History

Nazi Germany
- Name: U-876
- Ordered: 25 August 1941
- Builder: DeSchiMAG AG Weser, Bremen
- Yard number: 1084
- Laid down: 5 June 1943
- Launched: 29 February 1944
- Commissioned: 24 May 1944
- Fate: Scuttled on 3 May 1945

General characteristics
- Class & type: Type IXD2 submarine
- Displacement: 1,610 t (1,580 long tons) surfaced; 1,799 t (1,771 long tons) submerged;
- Length: 87.58 m (287 ft 4 in) o/a; 68.50 m (224 ft 9 in) pressure hull;
- Beam: 7.50 m (24 ft 7 in) o/a; 4.40 m (14 ft 5 in) pressure hull;
- Height: 10.20 m (33 ft 6 in)
- Draught: 5.35 m (17 ft 7 in)
- Installed power: 9,000 PS (6,620 kW; 8,880 bhp) (diesels); 1,000 PS (740 kW; 990 shp) (electric);
- Propulsion: 2 shafts; 2 × diesel engines; 2 × electric motors;
- Speed: 20.8 knots (38.5 km/h; 23.9 mph) surfaced; 6.9 knots (12.8 km/h; 7.9 mph) submerged;
- Range: 12,750 nmi (23,610 km; 14,670 mi) at 10 knots (19 km/h; 12 mph) surfaced; 57 nmi (106 km; 66 mi) at 4 knots (7.4 km/h; 4.6 mph) submerged;
- Test depth: 230 m (750 ft)
- Complement: 66
- Armament: 6 × 53.3 cm (21 in) torpedo tubes (four bow, two stern); 24 × torpedoes or 48 TMA or 72 TMB naval mines ; 1 × 10.5 cm (4.1 in) SK C/32 (150 rounds); 1 × 3.7 cm (1.5 in) Flak M42 AA gun ; 2 × 2 cm (0.79 in) C/30 anti-aircraft guns;

Service record
- Part of: 4th U-boat Flotilla; 24 May 1944 – 3 May 1945;
- Identification codes: M 36 700
- Commanders: Kptlt. Rolf Bahn; 24 May 1944 – 5 May 1945;
- Operations: None
- Victories: None

= German submarine U-876 =

German World War II submarine

German submarine U-876 was a long-range Type IXD2 U-boat built for Nazi Germany's Kriegsmarine during World War II.
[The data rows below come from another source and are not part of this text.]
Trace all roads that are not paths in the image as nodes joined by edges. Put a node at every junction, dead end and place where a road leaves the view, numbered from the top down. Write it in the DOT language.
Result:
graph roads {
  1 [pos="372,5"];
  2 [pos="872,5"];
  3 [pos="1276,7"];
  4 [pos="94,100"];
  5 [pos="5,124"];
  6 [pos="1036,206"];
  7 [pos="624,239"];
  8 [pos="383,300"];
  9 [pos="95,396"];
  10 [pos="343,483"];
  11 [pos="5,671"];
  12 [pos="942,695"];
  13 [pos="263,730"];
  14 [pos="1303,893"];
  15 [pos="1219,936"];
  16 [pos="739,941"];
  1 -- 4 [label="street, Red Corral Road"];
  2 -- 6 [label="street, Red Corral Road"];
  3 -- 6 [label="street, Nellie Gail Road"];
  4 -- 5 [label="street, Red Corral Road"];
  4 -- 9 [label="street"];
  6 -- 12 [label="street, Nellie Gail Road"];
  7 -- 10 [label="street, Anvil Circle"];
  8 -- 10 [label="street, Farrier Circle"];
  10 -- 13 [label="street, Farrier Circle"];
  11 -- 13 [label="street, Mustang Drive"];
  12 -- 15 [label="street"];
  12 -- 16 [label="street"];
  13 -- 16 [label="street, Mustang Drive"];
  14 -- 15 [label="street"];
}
She was ordered on 25 August 1941, and was laid down on 5 June 1943 at DeSchiMAG AG Weser, Bremen, as yard number 1084. She was launched on 29 February 1944 and commissioned under the command of Kapitänleutnant Rolf Bahn on 24 May 1944.

==Design==
German Type IXD2 submarines were considerably larger than the original Type IXs. U-876 had a displacement of 1610 t when at the surface and 1799 t while submerged. The U-boat had a total length of 87.58 m, a pressure hull length of 68.50 m, a beam of 7.50 m, a height of 10.20 m, and a draught of 5.35 m. The submarine was powered by two MAN M 9 V 40/46 supercharged four-stroke, nine-cylinder diesel engines plus two MWM RS34.5S six-cylinder four-stroke diesel engines for cruising, producing a total of 9000 PS for use while surfaced, two Siemens-Schuckert 2 GU 345/34 double-acting electric motors producing a total of 1000 shp for use while submerged. She had two shafts and two 1.85 m propellers. The boat was capable of operating at depths of up to 200 m.

The submarine had a maximum surface speed of 20.8 kn and a maximum submerged speed of 6.9 kn. When submerged, the boat could operate for 121 nmi at 2 kn; when surfaced, she could travel 12750 nmi at 10 kn. U-876 was fitted with six 53.3 cm torpedo tubes (four fitted at the bow and two at the stern), 24 torpedoes, one 10.5 cm SK C/32 naval gun, 150 rounds, and a 3.7 cm Flak M42 with 2575 rounds as well as two 2 cm C/30 anti-aircraft guns with 8100 rounds. The boat had a complement of fifty-five.

==Service history==
On 9 April 1945, U-876 was damaged by bombs in a British air raid.

U-876 was scuttled at Eckernförde on 3 May 1945, as part of Operation Regenbogen. Her wreck was raised and broken up in 1947.